Study design: Data review and commentary.

Setting: Veterans’ Affairs Hospitals.

Synopsis: For the assessment of procedural bleed risk, the guideline provides bleeding risks levels: 1) no clinically important bleed risk, 2) low procedural bleed risk, 3) uncertain procedural bleed risk, or 4) intermediate/high procedural bleed risk.

For the assessment of patient-related bleed risk, consider the HAS-BLED (Hypertension, Abnormal Renal and Liver Function, Stroke–Bleeding, Labile INRs, Elderly, Drugs or Alcohol) score: bleeding in the preceding 3 months, bleeding with a similar procedure or prior bridging, abnormalities of platelet function, concomitant use of antiplatelet therapy, and/or supratherapeutic international normalized ratio.

Vitamin K Antagonists:

  • Do not interrupt for no clinically important or low bleed risk AND absence of patient-related bleed risk factor(s).
  • Interrupt for procedures with intermediate or high bleed risk OR procedures with uncertain bleed risk and the presence of patient-related bleed risk factor(s).
  • Consider interruption for procedure with no clinically important or low bleed risk AND the presence of patient-related bleed risk factor(s) OR procedures with uncertain bleed risk AND the absence of patient-related bleed risk factor(s).

Direct Oral Anticoagulants:

Can interrupt therapy for all bleed risks; duration based on creatinine clearance.
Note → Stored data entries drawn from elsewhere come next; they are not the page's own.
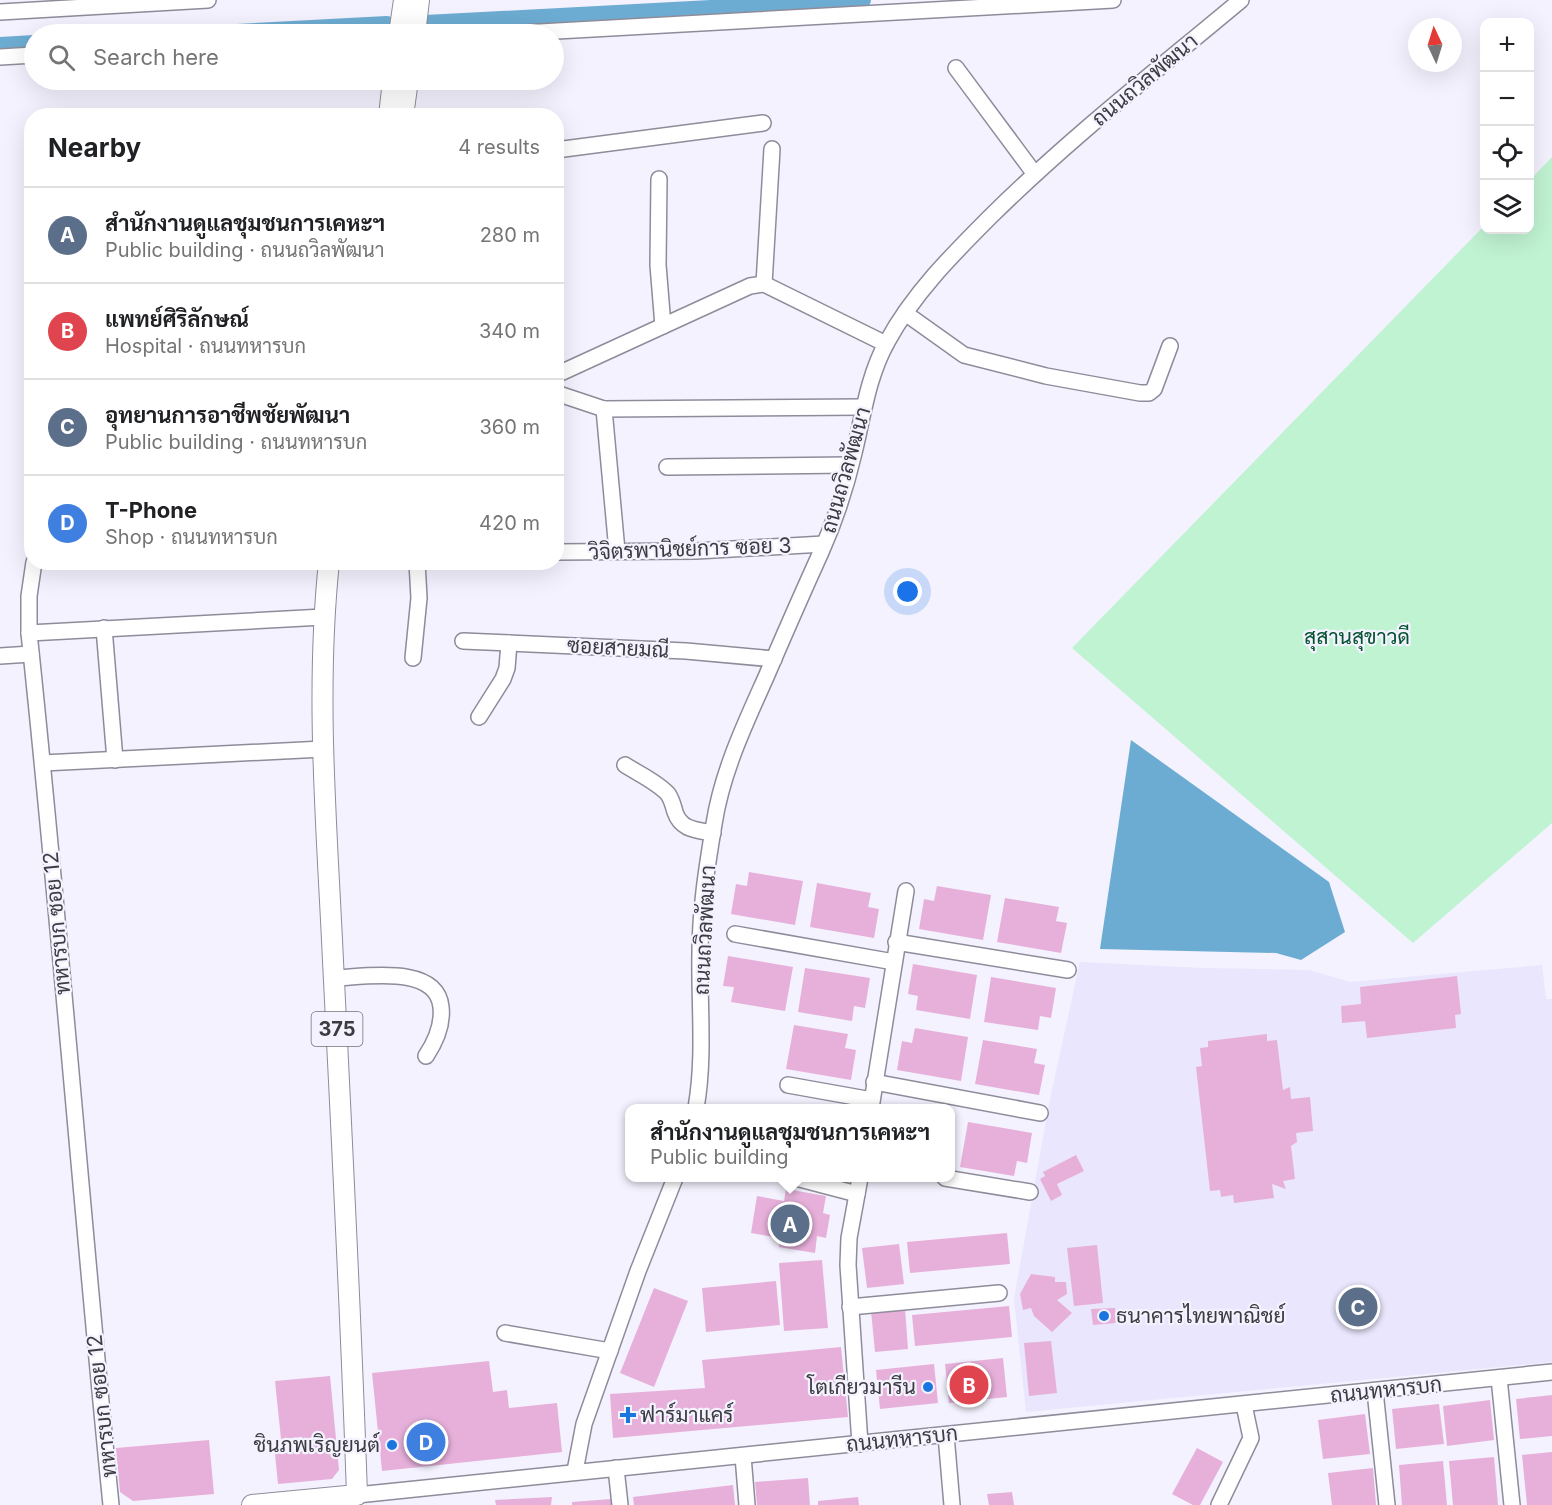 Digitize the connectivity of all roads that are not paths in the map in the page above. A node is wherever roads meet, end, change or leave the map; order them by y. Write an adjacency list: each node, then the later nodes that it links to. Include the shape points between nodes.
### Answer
1 (208, 0): 6 (street)
2 (404, 0): 10 (main road)
3 (419, 0): 11 (main road)
4 (1113, 0): 12 (street)
5 (1240, 0): 23 (street, ถนนถวิลพัฒนา)
6 (138, 2): 7 (street)
7 (78, 4): 8 (street)
8 (20, 5): 9 (street)
9 (0, 12)
10 (400, 24)
11 (405, 24)
12 (564, 31)
13 (24, 56): 14 (street)
14 (0, 57)
15 (956, 68): 23 (street)
16 (392, 90): 18 (main road)
17 (407, 90): 19 (main road)
18 (390, 108)
19 (404, 108)
20 (763, 123): 21 (street)
21 (564, 149)
22 (772, 149): 25 (street)
23 (1035, 173): 26 (street, ถนนถวิลพัฒนา, via 955,253)
24 (659, 179): 27 (street, via 658,265)
25 (765, 284): 27 (street, via 750,286); 28 (street)
26 (905, 313): 28 (street, ถนนถวิลพัฒนา); 29 (street, via 964,355 1046,376 1140,393 1154,389)
27 (663, 326): 30 (street)
28 (886, 344): 32 (street, ถนนถวิลพัฒนา)
29 (1170, 346)
30 (564, 371)
31 (564, 396): 33 (street)
32 (863, 407): 33 (street); 34 (street, ถนนถวิลพัฒนา)
33 (604, 409): 37 (street)
34 (850, 465): 35 (street); 36 (street, ถนนถวิลพัฒนา)
35 (668, 467)
36 (824, 544): 37 (street, วิจิตรพานิชย์การ ซอย 3); 50 (street, ถนนถวิลพัฒนา)
37 (617, 551): 38 (street, วิจิตรพานิชย์การ ซอย 3)
38 (564, 552)
39 (32, 570): 44 (street, ทหารบก ซอย 12)
40 (327, 570): 42 (main road, 375)
41 (417, 570): 49 (street)
42 (323, 617): 43 (street); 52 (main road, 375)
43 (104, 628): 44 (street); 53 (street)
44 (29, 633): 47 (street, ทหารบก ซอย 12)
45 (463, 641): 46 (street, ซอยสายมณี)
46 (509, 643): 50 (street, ซอยสายมณี); 51 (street, via 503,679)
47 (31, 654): 48 (street); 54 (street, ทหารบก ซอย 12)
48 (0, 656)
49 (413, 658)
50 (774, 658): 56 (street, ถนนถวิลพัฒนา, via 735,748)
51 (479, 717)
52 (323, 749): 53 (street); 62 (main road, 375)
53 (115, 760): 54 (street)
54 (43, 764): 89 (street, ทหารบก ซอย 12)
55 (625, 765): 56 (street, via 665,791 682,825)
56 (712, 833): 66 (street, ถนนถวิลพัฒนา, via 700,930 701,1049)
57 (906, 891): 59 (street)
58 (735, 934): 60 (street)
59 (897, 942): 60 (street); 61 (street)
60 (894, 962): 64 (street)
61 (1068, 970)
62 (334, 978): 63 (street, via 398,976 414,978 435,989 440,997 440,1028); 88 (main road, 375, via 348,1246)
63 (426, 1056)
64 (874, 1082): 67 (street); 68 (street)
65 (788, 1085): 67 (street)
66 (696, 1104)
67 (871, 1104)
68 (1040, 1113)
69 (955, 1180): 73 (street)
70 (673, 1182): 78 (street)
71 (811, 1182): 74 (street)
72 (859, 1182): 74 (street)
73 (1030, 1192)
74 (857, 1194): 76 (street, via 849,1238)
75 (999, 1293): 76 (street)
76 (850, 1307): 84 (street)
77 (505, 1333): 78 (street)
78 (610, 1351): 87 (street, via 584,1424)
79 (1552, 1372): 80 (street, ถนนทหารบก)
80 (1499, 1378): 81 (street, ถนนทหารบก); 96 (street)
81 (1375, 1391): 82 (street, ถนนทหารบก); 95 (street)
82 (1244, 1405): 83 (street, ถนนทหารบก); 94 (street, via 1251,1438)
83 (946, 1435): 84 (street, ถนนทหารบก); 93 (street)
84 (860, 1444): 85 (street, ถนนทหารบก)
85 (743, 1456): 86 (street, ถนนทหารบก); 92 (street)
86 (616, 1468): 87 (street, ถนนทหารบก); 91 (street)
87 (574, 1471): 88 (street, ถนนทหารบก)
88 (349, 1499): 90 (main road, ถนนทหารบก)
89 (111, 1505)
90 (252, 1505)
91 (620, 1505)
92 (747, 1505)
93 (952, 1505)
94 (1219, 1505)
95 (1387, 1505)
96 (1512, 1505)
A procedure performed at the trough level may allow reinitiation the evening of or the day after the procedure with 1 or fewer dose(s) missed.

Bottom line: VKAs should be held based on surgical and patient bleed risk factors. Guidelines provide tools to calculate and consider. DOACs can always be held, preferably at trough times to minimize interruptions and for durations based on creatinine clearance.

Citation: Doherty JU, Gluckman TJ, Hucker WJ, et al. “2017 ACC Expert consensus decision pathway for periprocedural management of anticoagulation in patients with nonvalvular atrial fibrillation.” J Am Coll Cardiol. 2017 Feb 21;69(7):871-98.

Dr. White is an instructor in the Division of Hospital Medicine, Loyola University Chicago.